Preheat oven to 400 Degrees.
Line baking sheet with parchment paper and place blueberries in a single layer.
Roast in oven for 5 minutes.

In a small bowl, combine olive oil, red wine vinegar and shallot. Mix well. 
Place quinoa in a large bowl and gently stir in blueberries, goat cheese and basil.
Add your dressing and gently mix.
Season with salt and pepper. 
Serve cold and enjoy! xx 




Monday, February 11, 2013

Jalapeño Mashed Potatoes




Potatoes are any gluten free foodies best friend. They go well with everything, super easy to make, and naturally gluten free. Hey, carbs are okay sometimes right? Here are two easy potato recipes to add some spice and flavor to any meal. You can make them and leave them as mashed potatoes or keep going and make them into little crispy potato cakes. Eat up and enjoy! 
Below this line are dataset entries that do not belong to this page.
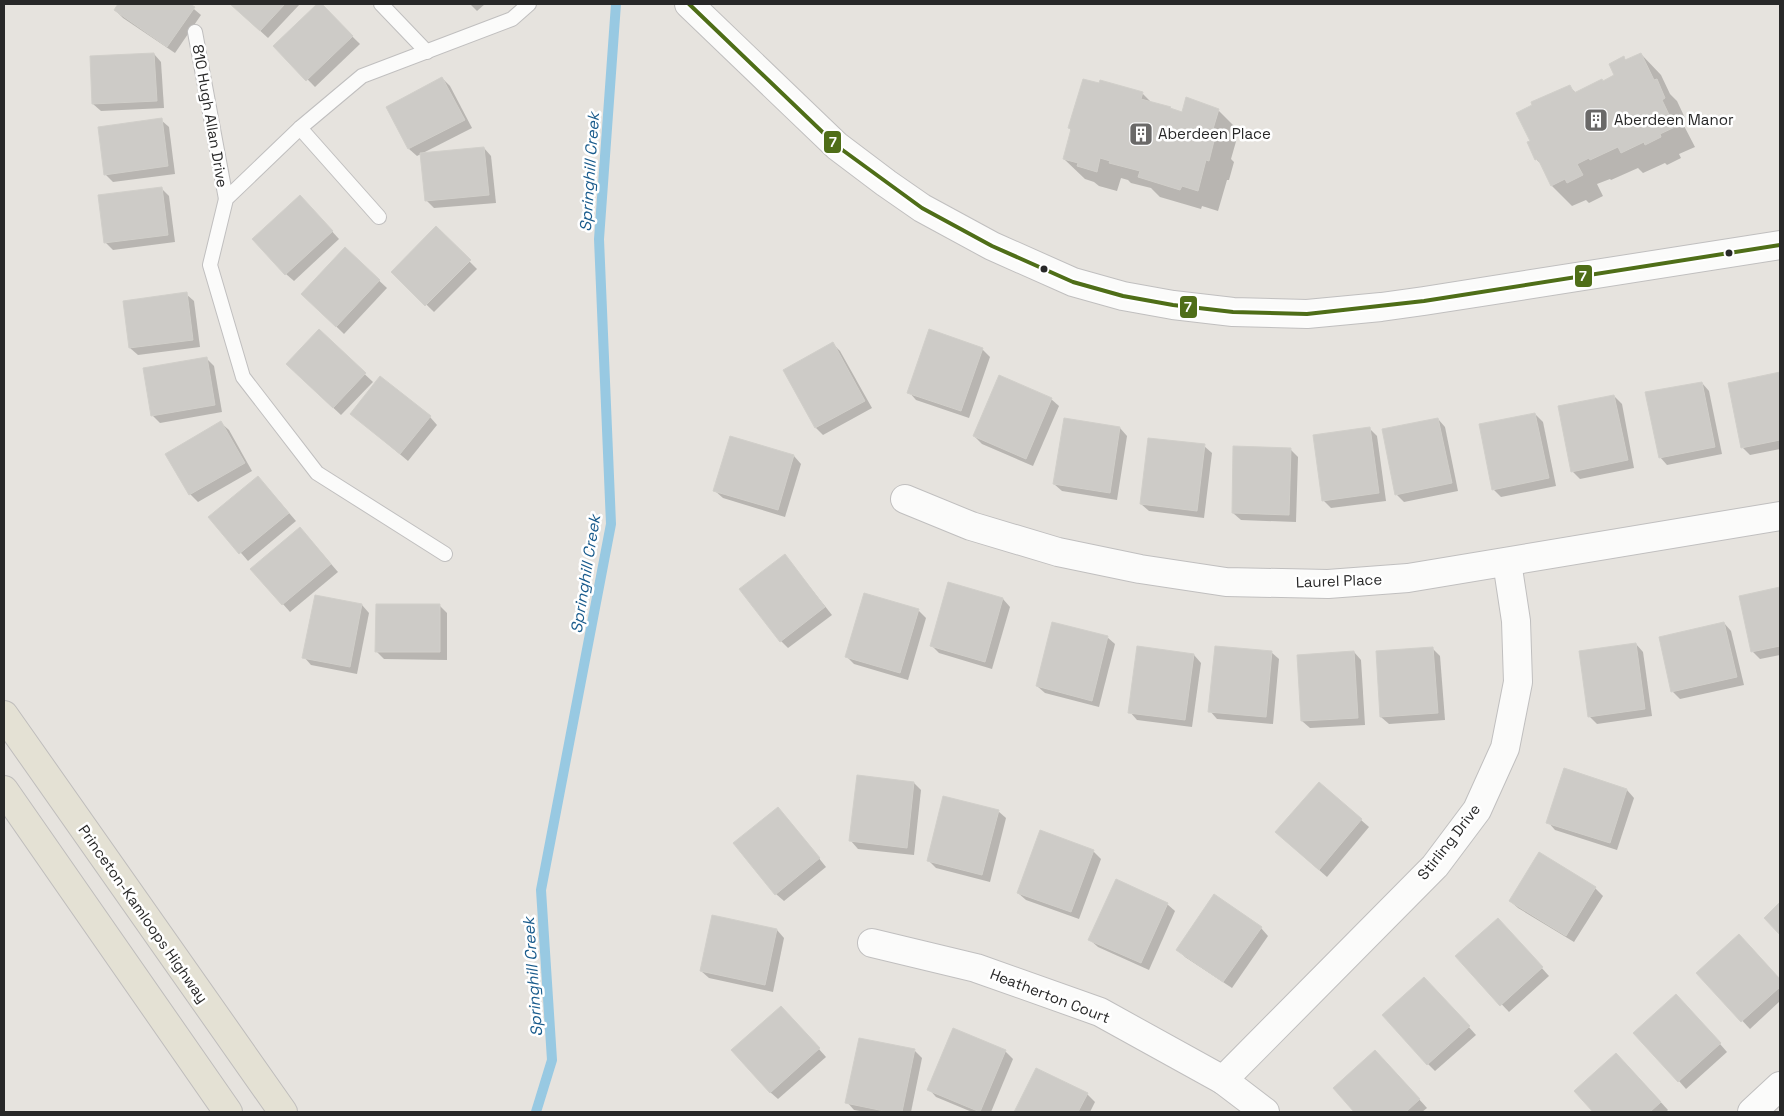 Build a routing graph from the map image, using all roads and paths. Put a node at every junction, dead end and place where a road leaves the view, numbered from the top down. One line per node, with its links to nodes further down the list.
1 (381, 4): 5 (lane)
2 (529, 4): 5 (lane, 810 Hugh Allan Drive)
3 (690, 4): 9 (street)
4 (195, 32): 7 (lane, 810 Hugh Allan Drive)
5 (427, 52): 6 (lane, 810 Hugh Allan Drive)
6 (300, 128): 7 (lane, 810 Hugh Allan Drive); 8 (lane)
7 (226, 199): 12 (lane, 810 Hugh Allan Drive)
8 (379, 216)
9 (1780, 244)
10 (905, 499): 13 (street, Laurel Place)
11 (1780, 516): 13 (street, Laurel Place)
12 (445, 554)
13 (1507, 562): 17 (street, Stirling Drive)
14 (4, 715): 20 (main road, Princeton-Kamloops Highway)
15 (4, 790): 19 (main road)
16 (872, 943): 17 (street, Heatherton Court)
17 (1223, 1080): 21 (street, Heatherton Court)
18 (1780, 1086): 22 (street)
19 (228, 1112)
20 (283, 1112)
21 (1265, 1112)
22 (1752, 1112) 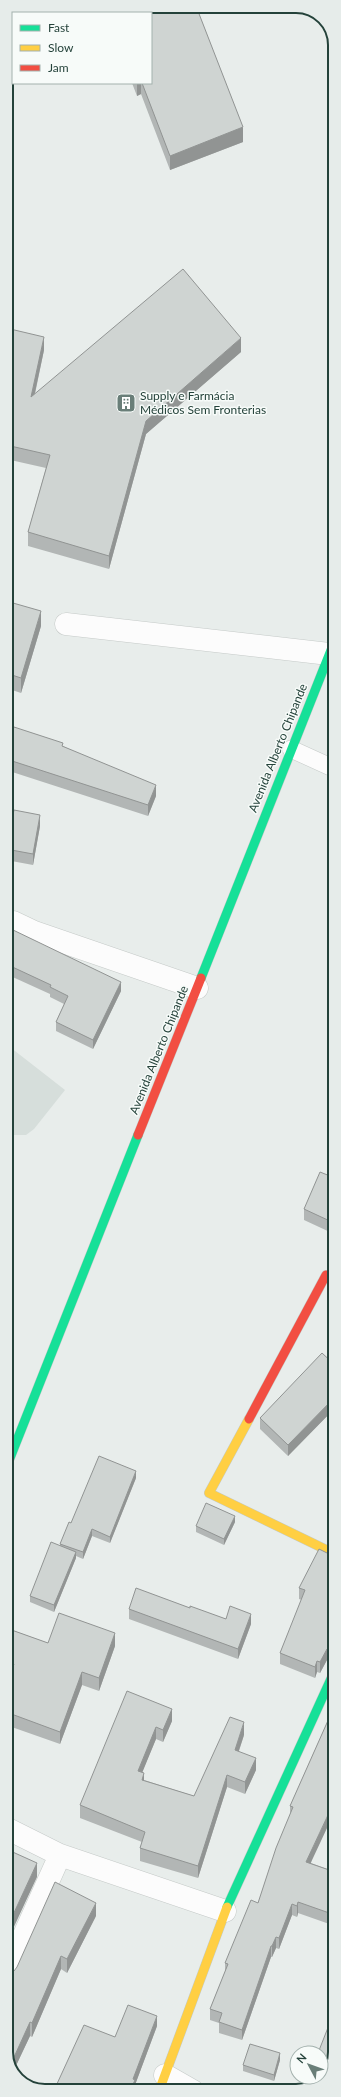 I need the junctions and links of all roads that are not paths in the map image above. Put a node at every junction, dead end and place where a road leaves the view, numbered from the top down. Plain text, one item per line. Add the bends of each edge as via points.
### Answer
1 (66, 624) dead end
2 (328, 647) edge
3 (328, 657) edge
4 (290, 749) junction
5 (328, 766) edge
6 (13, 922) edge
7 (197, 988) junction
8 (328, 1276) edge
9 (13, 1450) edge
10 (328, 1551) edge
11 (328, 1697) edge
12 (13, 1831) edge
13 (60, 1854) junction
14 (225, 1911) junction
15 (13, 1959) edge
16 (162, 2083) edge

1 - 2 street
3 - 4 main road, Avenida Alberto Chipande
4 - 5 lane
4 - 7 main road, Avenida Alberto Chipande
6 - 7 street via 34,932
7 - 9 main road, Avenida Alberto Chipande
8 - 10 main road via 326,1275 209,1493
11 - 14 main road
12 - 13 street
13 - 14 street
13 - 15 street
14 - 16 main road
3 Pounds Golden Potatoes, Peeled
3/4 Cup Sour Cream
3 Cloves Garlic, Minced
1 Jalapeño, Seeded and Diced (or more if you like them!)
1/4 Cup Parmesan Cheese, Grated
1/4 Cup Vegetable Broth
Rice Flour 

Boil peeled potatoes until soft enough to mash. Mash potatoes. Add in sour cream, broth, garlic, parmesan cheese and jalapeño. Mix and enjoy! xx

Potato Cakes
Follow instructions for mashed potatoes. Let potatoes cool and form into cakes. Heat 1 TBSP grapeseed oil in large skillet. Sprinkle rice flour on both sides of potato cakes. Crisp until golden brown. Enjoy! xx






Sunday, February 10, 2013

Spiced Lime Cashews


A perfect snack for an afternoon pick me up. These little cashews are bursting with tangy lime and smokey spices. 

1 Cup Cashews
1 TBSP Olive Oil
Juice from 1 Lime
1/2 TBSP Smoked Paprika
1/4 TSP Chili Powder
1/4 TSP Garlic Powder
Sea Salt for tossing

Preheat oven to 300 degrees.
Combine all ingredients in a bowl and toss until cashews are coated with spice mixture.
Line baking sheet with parchment paper.
Place cashews in a single layer on baking sheet.
Cook in oven for 15-20 minutes until toasty brown color.
Shake around cashews halfway through cook time.
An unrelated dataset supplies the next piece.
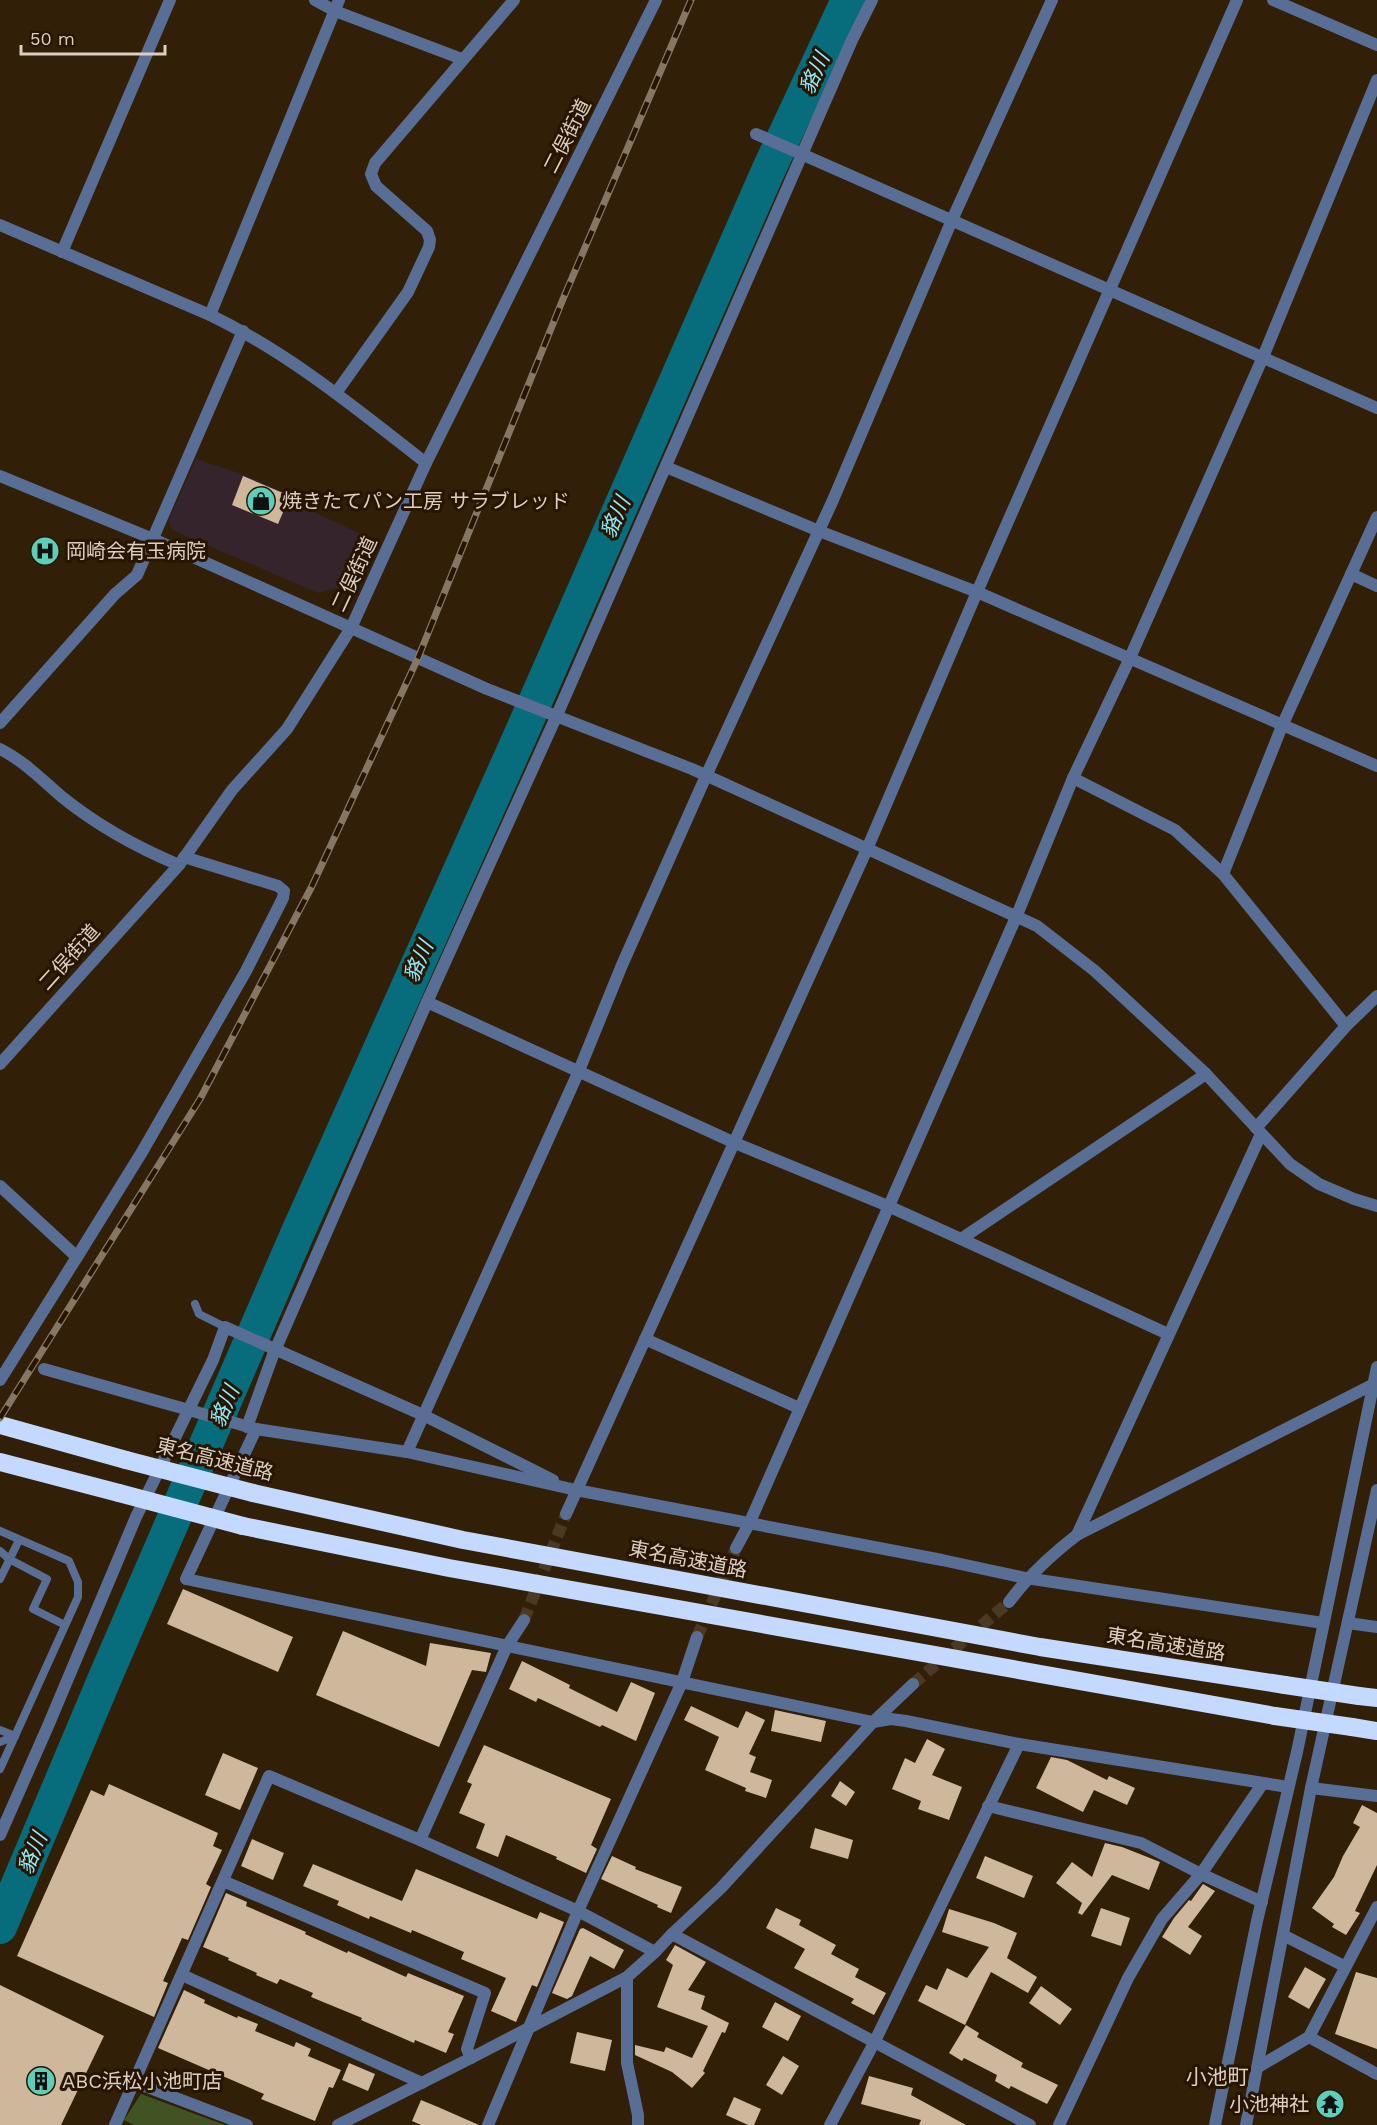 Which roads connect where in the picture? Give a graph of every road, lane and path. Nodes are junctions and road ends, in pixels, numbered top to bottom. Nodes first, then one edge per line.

Cool and toss with sea salt. Enjoy xx. 

Toasted Cashew Butter


I try to grocery shop by what's on sale each week. I wait patiently every week until wednesday morning when I open my email, and see the new weekly sale flyer and do a little happy dance as I get to plan the weeks recipes. This week, cashews. For the first recipe, is this delicious Toasted Cashew Butter. This cashew nut butter is the perfect combination of sweet and salty. Toasting the cashews brings out their sweetness. They make your house smell heavenly too!

1 Cup Raw Cashews
1/4 TSP Sea Salt
1/4 Cinnamon 
3 TBSP Olive Oil

Preheat oven to 350 degrees. 
Spread cashews in a single layer on a baking sheet covered with parchment paper. 
Roast Cashews for 10 minutes, toss around at 5 mins.
Let the cashews cool (You can speed up the process by sticking them in the freezer for a few minutes)




In food processor, combine cooled cashews, sea salt, cinnamon and olive oil and blend until desired consistency.